The Democrat, addressing a crowd of 35,000 in Detroit, said McCain "doesn't understand that the storm hitting Wall Street hit Main Street long ago."
"That's why his first response to the greatest financial meltdown in generations was a (Hurricane) Katrina-like response. Sort of stood there, said the fundamentals of the economy are 'strong'," Obama said.
"That's why he's been shifting positions these last two weeks, looking for photo-ops, trying to figure out what to say and what to do," he told the rally, joined by his running mate, Joseph Biden, and their wives.
Obama was evoking the widely slammed response of President George W. Bush's administration to Hurricane Katrina in 2005, and making a pointed reminder of McCain's ties to a deeply unpopular Republican leader.
The Democrat also mocked his rival's role in the congressional negotiations over the rescue package.
McCain suspended his campaign and insisted he played a key role by reaching out to House Republicans who remain angry over the government's biggest financial intervention since the Great Depression.
"I came back because I wasn't going to phone it in," he told ABC News, although he had spent Saturday telephoning leaders in Congress from his home in the Washington suburbs.
"I saw that the House of Representatives was not engaged, that the Republicans in the House of Representatives were not engaged in the negotiations.
"They're the most fiscally conservative people. And so I came back."
McCain and Obama said the deal now finalized and ready for voting took into account their demands including strong congressional oversight and a ban on golden parachute payoffs for busted Wall Street bosses.
The Democrat noted that the deal also encompassed new relief for hard-pressed homeowners.
Two days after the presidential rivals clashed at their first debate, McCain said: "This is something that all of us will swallow hard and go forward with. The option of doing nothing is simply not an acceptable option."

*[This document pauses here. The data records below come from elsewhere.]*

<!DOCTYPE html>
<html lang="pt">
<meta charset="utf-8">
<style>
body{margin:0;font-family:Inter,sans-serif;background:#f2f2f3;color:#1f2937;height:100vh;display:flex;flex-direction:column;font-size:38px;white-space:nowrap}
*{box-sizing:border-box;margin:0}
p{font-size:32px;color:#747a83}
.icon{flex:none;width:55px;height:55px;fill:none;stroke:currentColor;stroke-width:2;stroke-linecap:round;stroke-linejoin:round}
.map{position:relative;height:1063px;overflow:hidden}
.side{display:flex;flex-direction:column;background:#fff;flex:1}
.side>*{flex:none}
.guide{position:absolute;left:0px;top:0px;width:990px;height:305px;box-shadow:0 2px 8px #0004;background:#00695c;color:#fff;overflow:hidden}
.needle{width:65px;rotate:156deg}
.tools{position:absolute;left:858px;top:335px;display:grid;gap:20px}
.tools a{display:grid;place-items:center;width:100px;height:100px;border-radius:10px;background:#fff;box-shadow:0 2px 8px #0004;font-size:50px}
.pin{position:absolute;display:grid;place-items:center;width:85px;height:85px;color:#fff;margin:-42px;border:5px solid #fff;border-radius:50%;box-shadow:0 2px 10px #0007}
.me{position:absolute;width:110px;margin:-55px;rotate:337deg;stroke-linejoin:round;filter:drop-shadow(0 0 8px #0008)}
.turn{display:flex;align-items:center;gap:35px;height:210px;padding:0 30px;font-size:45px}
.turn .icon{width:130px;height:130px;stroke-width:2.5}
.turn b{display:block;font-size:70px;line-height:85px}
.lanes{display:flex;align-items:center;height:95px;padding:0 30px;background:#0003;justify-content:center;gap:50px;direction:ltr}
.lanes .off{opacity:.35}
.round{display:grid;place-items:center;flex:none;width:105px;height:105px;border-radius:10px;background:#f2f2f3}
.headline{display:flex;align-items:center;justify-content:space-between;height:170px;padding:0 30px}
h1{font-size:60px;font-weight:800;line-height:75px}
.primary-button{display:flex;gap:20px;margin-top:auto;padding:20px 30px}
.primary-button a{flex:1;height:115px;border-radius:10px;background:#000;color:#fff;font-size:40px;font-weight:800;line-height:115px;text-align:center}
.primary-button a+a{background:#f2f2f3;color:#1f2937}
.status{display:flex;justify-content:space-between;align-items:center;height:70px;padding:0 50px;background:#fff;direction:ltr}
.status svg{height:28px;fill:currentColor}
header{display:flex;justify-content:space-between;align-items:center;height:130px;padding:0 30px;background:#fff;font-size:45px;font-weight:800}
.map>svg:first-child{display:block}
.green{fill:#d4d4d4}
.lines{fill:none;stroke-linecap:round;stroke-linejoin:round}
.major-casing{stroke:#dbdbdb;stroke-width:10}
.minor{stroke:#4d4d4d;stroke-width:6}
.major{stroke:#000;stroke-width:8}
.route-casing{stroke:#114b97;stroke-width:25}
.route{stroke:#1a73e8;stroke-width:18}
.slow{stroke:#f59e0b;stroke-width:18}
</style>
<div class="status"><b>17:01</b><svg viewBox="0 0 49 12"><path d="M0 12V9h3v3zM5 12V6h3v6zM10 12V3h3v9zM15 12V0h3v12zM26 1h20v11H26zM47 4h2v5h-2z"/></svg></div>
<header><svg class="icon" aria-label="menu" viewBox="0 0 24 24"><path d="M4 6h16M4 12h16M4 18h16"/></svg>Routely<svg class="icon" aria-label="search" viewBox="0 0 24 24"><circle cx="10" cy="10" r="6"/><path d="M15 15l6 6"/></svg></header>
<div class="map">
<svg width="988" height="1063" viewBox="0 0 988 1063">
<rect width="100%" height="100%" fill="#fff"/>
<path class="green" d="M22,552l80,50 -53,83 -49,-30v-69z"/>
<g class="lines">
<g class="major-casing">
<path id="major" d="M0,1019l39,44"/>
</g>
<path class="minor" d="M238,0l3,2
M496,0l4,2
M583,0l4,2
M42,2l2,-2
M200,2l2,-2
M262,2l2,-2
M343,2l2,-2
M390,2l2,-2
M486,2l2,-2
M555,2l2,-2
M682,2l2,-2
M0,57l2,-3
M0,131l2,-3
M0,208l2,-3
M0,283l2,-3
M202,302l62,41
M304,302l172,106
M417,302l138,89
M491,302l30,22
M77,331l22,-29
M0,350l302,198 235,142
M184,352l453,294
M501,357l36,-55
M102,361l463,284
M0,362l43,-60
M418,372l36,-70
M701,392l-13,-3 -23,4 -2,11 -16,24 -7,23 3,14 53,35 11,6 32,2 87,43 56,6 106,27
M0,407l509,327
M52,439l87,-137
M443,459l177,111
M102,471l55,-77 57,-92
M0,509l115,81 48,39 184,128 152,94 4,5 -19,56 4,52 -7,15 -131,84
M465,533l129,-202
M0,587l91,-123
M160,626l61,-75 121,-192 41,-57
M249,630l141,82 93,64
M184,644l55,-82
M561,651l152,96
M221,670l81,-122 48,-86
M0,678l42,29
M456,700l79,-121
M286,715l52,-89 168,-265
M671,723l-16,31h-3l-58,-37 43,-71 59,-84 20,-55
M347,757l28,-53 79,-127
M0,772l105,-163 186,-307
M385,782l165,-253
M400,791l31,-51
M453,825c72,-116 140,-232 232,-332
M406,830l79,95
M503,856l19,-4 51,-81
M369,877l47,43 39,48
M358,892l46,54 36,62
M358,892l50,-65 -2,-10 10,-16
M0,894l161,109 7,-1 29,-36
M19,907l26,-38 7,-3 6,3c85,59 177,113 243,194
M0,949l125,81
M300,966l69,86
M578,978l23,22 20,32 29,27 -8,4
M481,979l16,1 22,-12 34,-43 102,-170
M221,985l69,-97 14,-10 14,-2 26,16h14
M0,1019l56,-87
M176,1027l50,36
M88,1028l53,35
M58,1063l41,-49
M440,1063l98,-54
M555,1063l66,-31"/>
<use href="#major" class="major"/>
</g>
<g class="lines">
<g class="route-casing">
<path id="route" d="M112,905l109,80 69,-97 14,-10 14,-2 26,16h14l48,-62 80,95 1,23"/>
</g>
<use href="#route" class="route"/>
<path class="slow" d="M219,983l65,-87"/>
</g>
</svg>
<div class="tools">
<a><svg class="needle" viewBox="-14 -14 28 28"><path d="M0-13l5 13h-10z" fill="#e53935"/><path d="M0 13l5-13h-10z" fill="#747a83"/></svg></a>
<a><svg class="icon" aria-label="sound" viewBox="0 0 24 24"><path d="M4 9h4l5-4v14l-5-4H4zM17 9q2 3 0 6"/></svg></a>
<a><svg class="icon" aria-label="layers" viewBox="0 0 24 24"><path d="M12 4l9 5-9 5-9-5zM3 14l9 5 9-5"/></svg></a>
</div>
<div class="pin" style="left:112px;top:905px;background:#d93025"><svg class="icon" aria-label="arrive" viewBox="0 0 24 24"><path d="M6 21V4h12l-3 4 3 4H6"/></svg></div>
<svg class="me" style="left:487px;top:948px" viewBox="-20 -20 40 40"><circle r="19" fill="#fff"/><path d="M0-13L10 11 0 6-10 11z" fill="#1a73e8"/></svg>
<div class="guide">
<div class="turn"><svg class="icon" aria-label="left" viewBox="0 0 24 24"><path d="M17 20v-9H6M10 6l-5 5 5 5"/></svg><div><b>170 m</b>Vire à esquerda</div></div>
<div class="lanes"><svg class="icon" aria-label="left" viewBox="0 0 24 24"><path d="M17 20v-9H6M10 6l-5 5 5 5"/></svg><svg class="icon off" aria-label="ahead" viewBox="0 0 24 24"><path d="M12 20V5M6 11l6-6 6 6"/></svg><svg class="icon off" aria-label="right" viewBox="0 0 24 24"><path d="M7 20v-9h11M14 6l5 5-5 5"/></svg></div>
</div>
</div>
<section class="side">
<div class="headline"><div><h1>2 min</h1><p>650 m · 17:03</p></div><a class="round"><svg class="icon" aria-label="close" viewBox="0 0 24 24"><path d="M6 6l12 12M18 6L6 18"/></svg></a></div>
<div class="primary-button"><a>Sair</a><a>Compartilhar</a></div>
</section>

Gallup's latest tracking poll, which took into account McCain's gambit in suspending his campaign and voters' initial reactions to Friday's debate, had Obama with a gaping lead of 50 percent to 42 percent.
Neither McCain, 72, nor Obama, 47, landed a decisive blow in the debate at the University of Mississippi. But telephone polls immediately after scored a win for the Democrat, who was already polling well ahead in surveys last week.
A USA Today/Gallup Poll taken Saturday showed 46 percent of debate watchers believed Obama did better overall in the face-off. Only 34 percent thought the same about the Arizona Republican.
Introducing Obama in Detroit, Biden said McCain had been absent from economic discussions for years, and that Obama "owned the turf" on foreign policy at the debate.
Biden recapped McCain's vow to follow Al-Qaeda leader Osama bin Laden to the "gates of hell" but his opposition to Obama's call for US strikes on extremist leaders in Pakistan, if the Islamabad government is unable or unwilling to act.
"President Barack Obama will follow him (bin Laden) to where he lives and then send him to hell!" Biden exclaimed.
McCain's running mate, Alaska Governor Sarah Palin, said Saturday on the question of launching raids in Pakistan: "If that's what we have to do to stop the terrorists from coming any further in, absolutely, we should."
McCain denied that Palin had endorsed Obama's position and contradicted his own.